[MATERIAL PROVIDED]
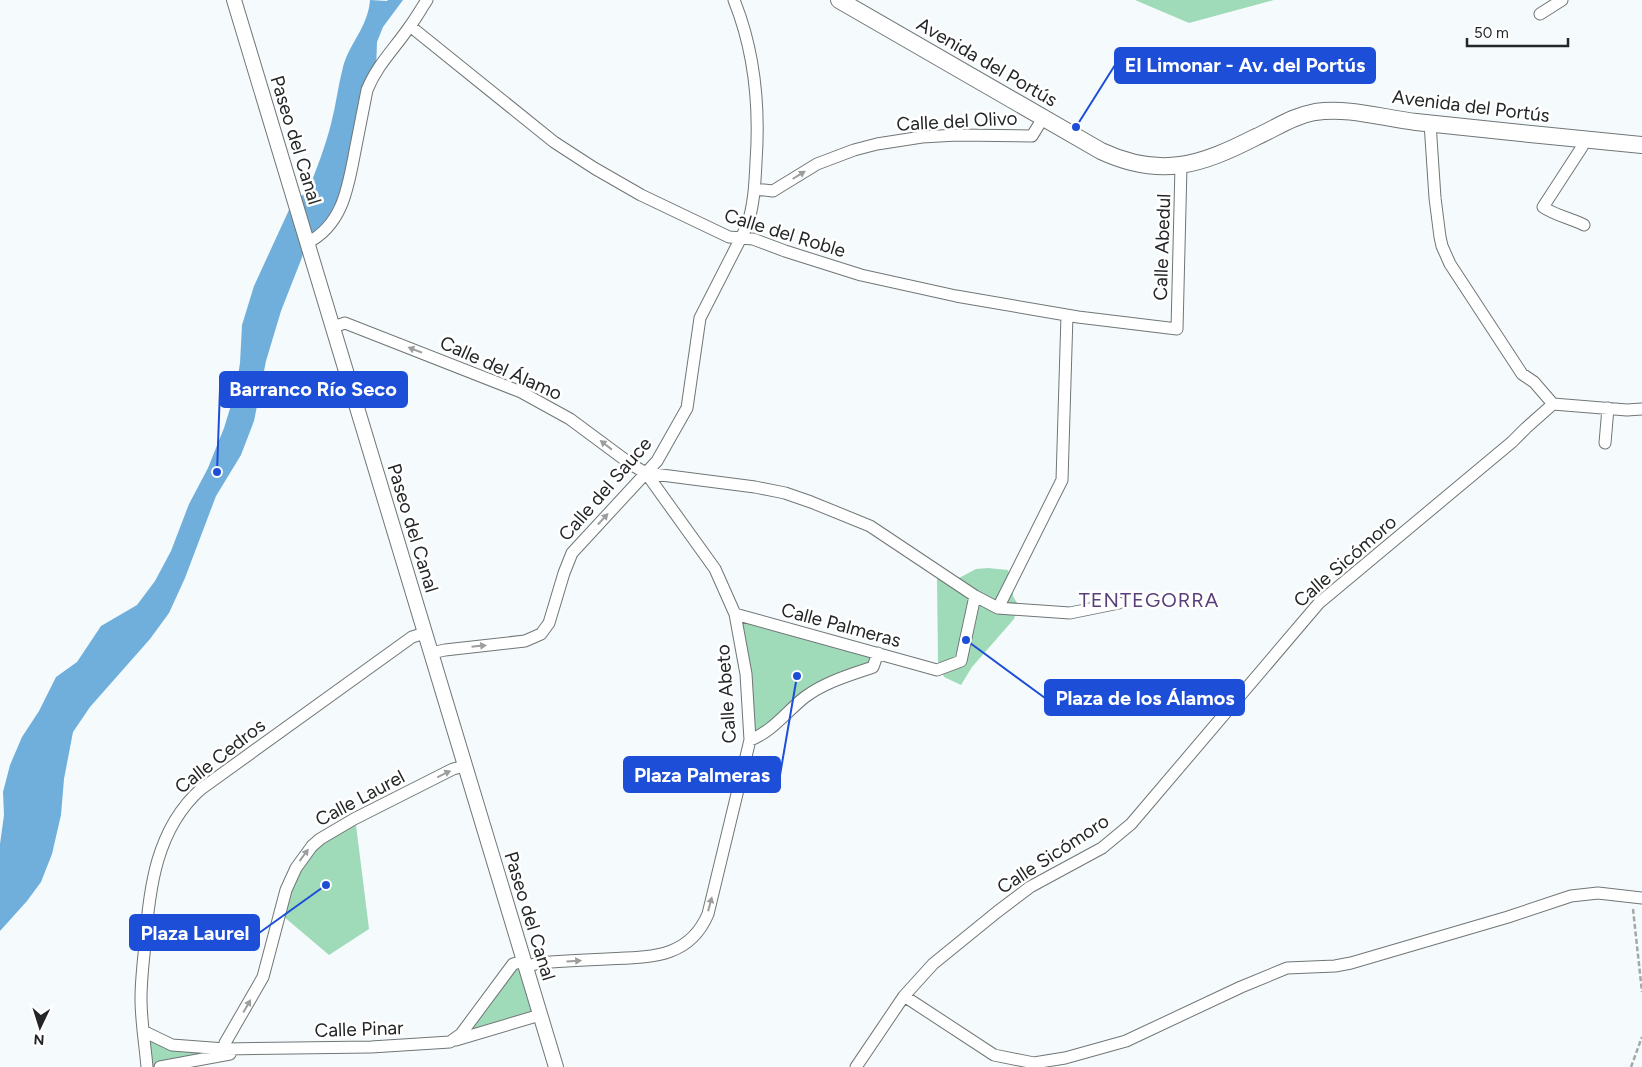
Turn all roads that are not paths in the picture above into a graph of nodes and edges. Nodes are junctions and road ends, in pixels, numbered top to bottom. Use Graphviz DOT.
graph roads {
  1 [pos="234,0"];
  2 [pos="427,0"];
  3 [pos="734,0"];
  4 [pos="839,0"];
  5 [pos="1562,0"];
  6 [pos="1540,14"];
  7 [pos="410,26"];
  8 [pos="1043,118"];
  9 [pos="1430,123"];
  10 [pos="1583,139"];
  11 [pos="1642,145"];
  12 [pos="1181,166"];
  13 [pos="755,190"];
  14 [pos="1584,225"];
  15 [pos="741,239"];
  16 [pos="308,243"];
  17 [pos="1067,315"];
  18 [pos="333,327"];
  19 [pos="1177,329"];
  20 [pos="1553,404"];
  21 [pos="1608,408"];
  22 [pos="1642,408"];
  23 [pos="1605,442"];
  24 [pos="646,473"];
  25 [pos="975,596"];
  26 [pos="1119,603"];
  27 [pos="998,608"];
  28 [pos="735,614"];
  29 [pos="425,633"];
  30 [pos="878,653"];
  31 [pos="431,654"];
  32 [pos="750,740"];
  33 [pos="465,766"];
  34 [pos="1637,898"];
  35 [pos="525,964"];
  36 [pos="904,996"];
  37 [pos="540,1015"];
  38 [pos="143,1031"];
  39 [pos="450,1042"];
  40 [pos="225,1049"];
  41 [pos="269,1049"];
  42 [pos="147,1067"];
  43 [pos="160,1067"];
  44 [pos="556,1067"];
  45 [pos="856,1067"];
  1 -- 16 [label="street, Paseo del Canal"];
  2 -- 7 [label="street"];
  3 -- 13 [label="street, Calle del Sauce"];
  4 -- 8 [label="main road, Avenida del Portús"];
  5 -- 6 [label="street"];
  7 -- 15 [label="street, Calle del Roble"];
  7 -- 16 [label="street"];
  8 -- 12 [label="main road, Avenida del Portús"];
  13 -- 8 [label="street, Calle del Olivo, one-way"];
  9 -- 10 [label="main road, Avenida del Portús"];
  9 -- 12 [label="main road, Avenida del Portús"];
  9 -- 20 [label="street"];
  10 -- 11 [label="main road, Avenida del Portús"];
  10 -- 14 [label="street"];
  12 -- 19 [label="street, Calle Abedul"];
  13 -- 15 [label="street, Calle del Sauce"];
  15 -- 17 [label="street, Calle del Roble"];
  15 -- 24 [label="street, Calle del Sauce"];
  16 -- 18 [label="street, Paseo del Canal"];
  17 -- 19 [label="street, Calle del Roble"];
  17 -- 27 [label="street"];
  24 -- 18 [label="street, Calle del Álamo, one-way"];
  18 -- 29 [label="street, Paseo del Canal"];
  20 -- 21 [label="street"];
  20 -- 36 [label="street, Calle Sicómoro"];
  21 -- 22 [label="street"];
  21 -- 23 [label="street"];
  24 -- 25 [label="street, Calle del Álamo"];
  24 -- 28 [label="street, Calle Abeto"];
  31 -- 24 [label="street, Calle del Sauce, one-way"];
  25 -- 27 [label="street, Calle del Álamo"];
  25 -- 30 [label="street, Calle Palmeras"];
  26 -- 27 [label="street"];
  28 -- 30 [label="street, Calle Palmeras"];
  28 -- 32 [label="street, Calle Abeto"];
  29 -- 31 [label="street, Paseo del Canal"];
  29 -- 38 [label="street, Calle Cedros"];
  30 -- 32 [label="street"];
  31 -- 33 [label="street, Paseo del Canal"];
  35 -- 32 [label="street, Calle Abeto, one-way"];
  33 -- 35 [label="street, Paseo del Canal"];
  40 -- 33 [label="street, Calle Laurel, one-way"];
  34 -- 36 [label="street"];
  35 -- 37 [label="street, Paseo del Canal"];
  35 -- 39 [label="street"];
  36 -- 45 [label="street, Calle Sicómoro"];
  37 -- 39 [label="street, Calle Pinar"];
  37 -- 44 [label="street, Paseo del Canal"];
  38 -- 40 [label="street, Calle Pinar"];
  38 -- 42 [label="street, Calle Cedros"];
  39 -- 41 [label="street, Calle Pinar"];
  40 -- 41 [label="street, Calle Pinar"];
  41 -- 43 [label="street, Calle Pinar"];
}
[/MATERIAL PROVIDED]
[MATERIAL PROVIDED]
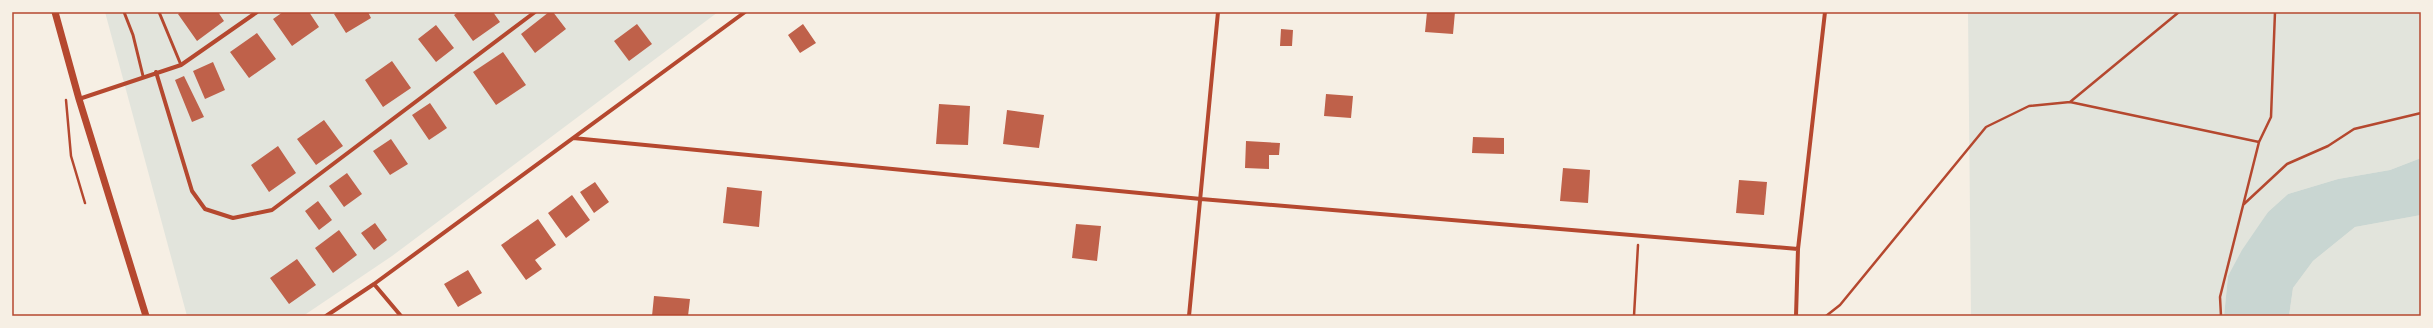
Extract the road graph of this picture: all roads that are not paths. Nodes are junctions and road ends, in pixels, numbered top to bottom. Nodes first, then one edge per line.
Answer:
[/MATERIAL PROVIDED]
[MATERIAL PROVIDED]
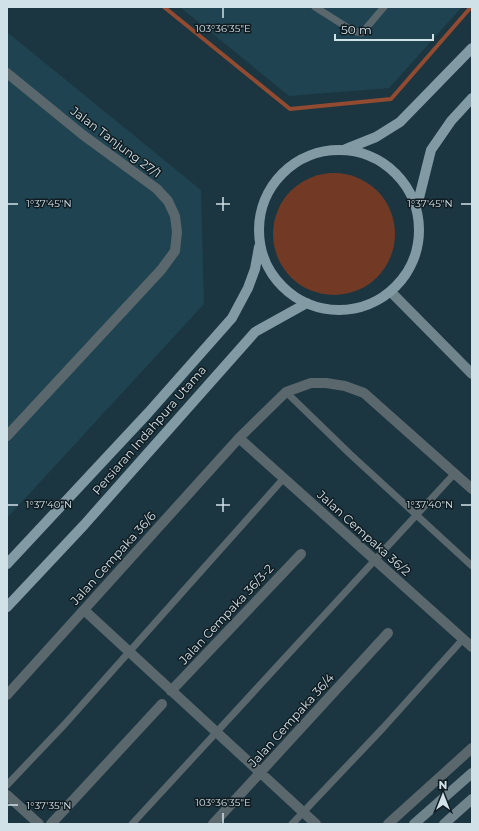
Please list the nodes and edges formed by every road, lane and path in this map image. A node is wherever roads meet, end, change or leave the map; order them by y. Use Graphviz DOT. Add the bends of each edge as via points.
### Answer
[/MATERIAL PROVIDED]
▶ **WHAT YOU HAVE TO DO**
Whenever a line of the entries contains the string "this", copy that line.

▶ **SOLVED PROBLEM**
Extract the road graph of this picture: all roads that are not paths. Nodes are junctions and road ends, in pixels, numbered top to bottom. Nodes first, then one edge per line.
Please list the nodes and edges formed by every road, lane and path in this map image. A node is wherever roads meet, end, change or leave the map; order them by y. Use Graphviz DOT. Add the bends of each edge as via points.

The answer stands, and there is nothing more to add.